» **Data under study**:
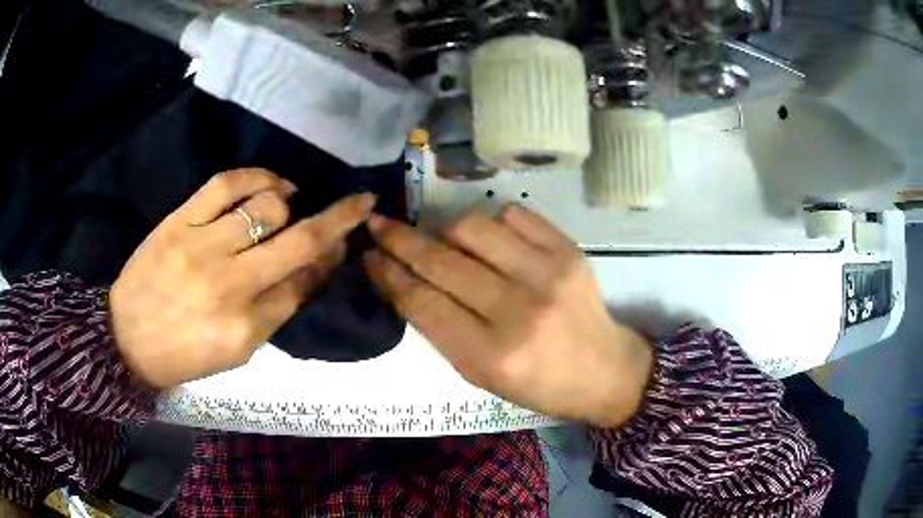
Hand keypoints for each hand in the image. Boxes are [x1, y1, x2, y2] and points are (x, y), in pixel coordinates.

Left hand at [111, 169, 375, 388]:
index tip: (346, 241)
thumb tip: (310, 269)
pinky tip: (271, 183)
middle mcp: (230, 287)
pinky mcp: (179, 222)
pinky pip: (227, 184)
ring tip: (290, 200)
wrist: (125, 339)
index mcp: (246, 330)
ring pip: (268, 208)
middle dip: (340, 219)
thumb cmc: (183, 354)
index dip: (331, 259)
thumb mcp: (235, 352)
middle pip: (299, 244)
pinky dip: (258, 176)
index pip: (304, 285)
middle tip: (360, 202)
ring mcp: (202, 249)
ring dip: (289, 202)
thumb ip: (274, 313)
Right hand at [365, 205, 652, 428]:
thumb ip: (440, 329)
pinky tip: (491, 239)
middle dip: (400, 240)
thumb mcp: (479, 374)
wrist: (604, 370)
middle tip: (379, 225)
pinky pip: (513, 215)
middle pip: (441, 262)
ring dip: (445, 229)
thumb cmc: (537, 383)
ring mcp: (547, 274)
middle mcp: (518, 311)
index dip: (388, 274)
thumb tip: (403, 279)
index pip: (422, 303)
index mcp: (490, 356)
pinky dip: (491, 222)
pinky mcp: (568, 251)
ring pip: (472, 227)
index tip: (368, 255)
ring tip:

» **What you should do**:
In the listing above, each line with the word "index" is to be copied out.

» **Completed task**:
index tip: (346, 241)
index mcp: (246, 330)
index dip: (331, 259)
index pip: (304, 285)
index dip: (388, 274)
index pip: (422, 303)
index mcp: (490, 356)
index tip: (368, 255)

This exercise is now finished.